Large  medieval stoneware jars are next. Their robust forms and natural-ash glazes still captivate the senses. Particularly  enthralling is a jumbo Shigaraki tsubo that is the epitome of this type of farmers' ware,  brought in from the barn to the tea world. One section faced the fiery kiln flames and was blessed with a large deposit of ash that melted and dripped down the front in deep olive tones.
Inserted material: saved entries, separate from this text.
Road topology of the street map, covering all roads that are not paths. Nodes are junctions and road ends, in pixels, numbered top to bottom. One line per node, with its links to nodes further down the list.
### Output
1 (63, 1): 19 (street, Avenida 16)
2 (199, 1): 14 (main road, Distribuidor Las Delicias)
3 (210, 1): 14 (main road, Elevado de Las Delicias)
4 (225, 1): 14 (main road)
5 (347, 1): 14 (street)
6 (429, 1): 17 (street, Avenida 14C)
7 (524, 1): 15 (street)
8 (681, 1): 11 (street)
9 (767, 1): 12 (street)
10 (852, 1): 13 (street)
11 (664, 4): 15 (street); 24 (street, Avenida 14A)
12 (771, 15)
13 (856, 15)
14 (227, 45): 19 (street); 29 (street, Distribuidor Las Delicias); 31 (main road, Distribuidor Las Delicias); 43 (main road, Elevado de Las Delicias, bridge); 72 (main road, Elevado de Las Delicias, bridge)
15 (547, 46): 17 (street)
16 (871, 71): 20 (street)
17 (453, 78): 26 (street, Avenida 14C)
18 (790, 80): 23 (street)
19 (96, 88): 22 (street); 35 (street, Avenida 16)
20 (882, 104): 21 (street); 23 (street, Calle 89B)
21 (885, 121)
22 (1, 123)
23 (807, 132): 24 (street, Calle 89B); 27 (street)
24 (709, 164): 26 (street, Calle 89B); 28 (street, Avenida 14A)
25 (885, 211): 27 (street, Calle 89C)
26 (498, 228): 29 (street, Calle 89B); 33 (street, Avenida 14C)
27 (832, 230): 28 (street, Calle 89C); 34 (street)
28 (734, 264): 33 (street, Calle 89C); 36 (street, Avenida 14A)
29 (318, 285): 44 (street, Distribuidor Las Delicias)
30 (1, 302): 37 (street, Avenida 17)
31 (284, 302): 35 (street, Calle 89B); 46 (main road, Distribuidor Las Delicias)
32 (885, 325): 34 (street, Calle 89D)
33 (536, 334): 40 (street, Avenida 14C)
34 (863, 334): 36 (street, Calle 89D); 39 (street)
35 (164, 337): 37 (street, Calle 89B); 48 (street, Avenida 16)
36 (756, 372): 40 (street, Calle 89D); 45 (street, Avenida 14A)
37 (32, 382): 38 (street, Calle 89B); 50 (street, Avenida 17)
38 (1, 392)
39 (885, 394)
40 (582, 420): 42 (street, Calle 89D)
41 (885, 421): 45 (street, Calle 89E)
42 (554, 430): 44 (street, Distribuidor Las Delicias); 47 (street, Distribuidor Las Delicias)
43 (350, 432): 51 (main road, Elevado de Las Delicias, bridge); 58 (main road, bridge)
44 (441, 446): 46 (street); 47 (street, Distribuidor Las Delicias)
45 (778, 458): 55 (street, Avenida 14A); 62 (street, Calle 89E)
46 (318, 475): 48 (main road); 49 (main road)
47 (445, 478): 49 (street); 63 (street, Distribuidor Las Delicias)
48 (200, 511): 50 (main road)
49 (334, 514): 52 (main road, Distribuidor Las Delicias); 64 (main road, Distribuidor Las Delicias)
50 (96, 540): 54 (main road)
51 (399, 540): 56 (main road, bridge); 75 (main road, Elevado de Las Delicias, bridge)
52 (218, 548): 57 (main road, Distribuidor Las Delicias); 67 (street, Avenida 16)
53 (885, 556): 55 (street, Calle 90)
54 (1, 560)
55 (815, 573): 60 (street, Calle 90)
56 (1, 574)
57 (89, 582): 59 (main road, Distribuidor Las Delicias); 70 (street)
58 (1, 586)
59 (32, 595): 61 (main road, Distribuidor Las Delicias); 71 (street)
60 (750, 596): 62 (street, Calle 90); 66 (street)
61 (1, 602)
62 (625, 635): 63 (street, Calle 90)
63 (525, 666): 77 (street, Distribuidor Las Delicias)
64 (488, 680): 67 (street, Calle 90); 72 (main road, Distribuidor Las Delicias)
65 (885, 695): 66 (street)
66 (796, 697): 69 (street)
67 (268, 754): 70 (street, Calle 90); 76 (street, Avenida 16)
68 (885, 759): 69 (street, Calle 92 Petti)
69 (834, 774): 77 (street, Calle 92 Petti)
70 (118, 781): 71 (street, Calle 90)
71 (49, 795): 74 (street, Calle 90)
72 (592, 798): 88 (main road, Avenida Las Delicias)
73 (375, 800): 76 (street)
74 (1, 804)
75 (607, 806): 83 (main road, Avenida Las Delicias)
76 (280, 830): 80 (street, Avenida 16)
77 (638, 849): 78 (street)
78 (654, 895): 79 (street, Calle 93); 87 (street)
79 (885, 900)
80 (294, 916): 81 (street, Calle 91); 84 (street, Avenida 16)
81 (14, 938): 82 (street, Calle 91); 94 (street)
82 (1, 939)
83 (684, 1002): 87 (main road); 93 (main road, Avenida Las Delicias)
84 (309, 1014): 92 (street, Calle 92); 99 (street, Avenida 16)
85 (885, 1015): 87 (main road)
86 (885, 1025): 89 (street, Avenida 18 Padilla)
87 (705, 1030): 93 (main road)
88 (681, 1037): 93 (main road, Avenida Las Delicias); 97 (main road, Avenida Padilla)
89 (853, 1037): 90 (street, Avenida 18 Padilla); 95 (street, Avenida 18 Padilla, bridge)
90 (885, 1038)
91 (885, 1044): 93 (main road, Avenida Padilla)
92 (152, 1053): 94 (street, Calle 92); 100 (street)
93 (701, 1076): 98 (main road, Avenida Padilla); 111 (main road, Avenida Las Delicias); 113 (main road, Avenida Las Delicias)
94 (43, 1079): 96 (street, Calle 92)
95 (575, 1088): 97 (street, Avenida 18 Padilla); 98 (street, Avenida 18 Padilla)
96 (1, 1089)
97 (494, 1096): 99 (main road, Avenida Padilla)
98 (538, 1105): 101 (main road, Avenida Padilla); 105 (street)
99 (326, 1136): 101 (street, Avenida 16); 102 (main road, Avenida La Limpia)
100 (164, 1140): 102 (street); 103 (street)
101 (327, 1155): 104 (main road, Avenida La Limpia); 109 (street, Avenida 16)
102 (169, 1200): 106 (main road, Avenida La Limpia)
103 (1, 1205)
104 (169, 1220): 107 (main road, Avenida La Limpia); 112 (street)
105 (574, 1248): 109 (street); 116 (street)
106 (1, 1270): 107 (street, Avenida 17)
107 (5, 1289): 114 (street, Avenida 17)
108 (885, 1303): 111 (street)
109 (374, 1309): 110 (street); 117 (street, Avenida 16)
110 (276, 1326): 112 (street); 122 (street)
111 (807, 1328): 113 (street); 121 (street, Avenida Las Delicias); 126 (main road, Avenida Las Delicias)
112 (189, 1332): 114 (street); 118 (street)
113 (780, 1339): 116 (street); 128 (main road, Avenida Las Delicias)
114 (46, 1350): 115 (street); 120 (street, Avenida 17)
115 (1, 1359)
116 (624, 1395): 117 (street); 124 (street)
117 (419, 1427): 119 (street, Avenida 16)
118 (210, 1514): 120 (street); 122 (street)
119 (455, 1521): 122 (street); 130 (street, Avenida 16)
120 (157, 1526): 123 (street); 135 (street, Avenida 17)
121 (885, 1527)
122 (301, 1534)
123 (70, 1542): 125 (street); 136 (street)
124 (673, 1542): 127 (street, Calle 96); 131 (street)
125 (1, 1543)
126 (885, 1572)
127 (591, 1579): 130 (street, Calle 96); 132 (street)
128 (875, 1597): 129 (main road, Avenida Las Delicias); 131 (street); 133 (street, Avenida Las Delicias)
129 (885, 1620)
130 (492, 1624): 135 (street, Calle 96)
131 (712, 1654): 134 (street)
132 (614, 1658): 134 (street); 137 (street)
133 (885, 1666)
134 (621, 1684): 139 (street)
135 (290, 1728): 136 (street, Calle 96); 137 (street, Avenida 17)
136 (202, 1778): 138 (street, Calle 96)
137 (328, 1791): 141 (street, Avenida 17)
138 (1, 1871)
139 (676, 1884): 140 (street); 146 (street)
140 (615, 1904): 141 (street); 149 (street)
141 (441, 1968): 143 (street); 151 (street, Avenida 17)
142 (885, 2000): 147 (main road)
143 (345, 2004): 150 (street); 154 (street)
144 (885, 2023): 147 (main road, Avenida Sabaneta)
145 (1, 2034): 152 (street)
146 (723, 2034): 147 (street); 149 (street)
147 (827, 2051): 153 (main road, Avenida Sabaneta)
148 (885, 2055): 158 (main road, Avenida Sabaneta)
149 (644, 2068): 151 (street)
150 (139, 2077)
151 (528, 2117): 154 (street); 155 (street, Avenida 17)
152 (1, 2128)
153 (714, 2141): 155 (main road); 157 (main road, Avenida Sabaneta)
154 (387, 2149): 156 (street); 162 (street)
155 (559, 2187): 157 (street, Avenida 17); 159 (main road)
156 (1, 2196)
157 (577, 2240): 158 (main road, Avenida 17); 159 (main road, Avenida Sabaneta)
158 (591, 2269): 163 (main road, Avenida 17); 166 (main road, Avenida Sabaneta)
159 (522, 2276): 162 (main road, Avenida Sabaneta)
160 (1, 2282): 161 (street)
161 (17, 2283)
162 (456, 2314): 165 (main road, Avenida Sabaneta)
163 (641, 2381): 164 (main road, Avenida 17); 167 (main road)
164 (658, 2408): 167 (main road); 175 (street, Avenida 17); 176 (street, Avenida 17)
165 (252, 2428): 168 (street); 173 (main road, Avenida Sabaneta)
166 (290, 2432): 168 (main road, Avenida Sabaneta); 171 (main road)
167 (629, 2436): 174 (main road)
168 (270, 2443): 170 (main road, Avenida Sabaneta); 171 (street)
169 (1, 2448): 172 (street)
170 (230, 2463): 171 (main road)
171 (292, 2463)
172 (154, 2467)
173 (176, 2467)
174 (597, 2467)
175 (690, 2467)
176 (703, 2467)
This is a masterpiece -- as are all the jars on display, including a 13th-century Echizen sutra jar, a 14th-century Seto jar  incised  with a peony, a 15th-century Bizen jar with a wavy pattern around the shoulders and a 16th-century Tokoname jar that has a plum flower carved into the upper half.  All of these incised pieces are extremely rare and almost never come on the market.

Around the corner, and we enter the tea world. An open-faced Seto chawan from the 15th-16th century reminds us of the Zen monks who went to China centuries before. The  legendary Toshiro, also  known as Kato Shirozaemon  Kagemasa, went to China with the Zen monk  Dogen around 1223. Upon his return in 1228, he established the first Seto kiln and began to make glazed wares in a Chinese style,  imitating Chinese celadon.

Tea bowls in the exhibition are few in number, but those they  have are special. There's a late 16th-century Black Seto winter bowl; Dounyu, the third-generation Raku potter, is represented by a   fine, black chawan showing a white mountain, called yamazato  (mountain village); and a rare Hon'ami Kouetsu red Raku chawan named jukushi (ripe persimmon).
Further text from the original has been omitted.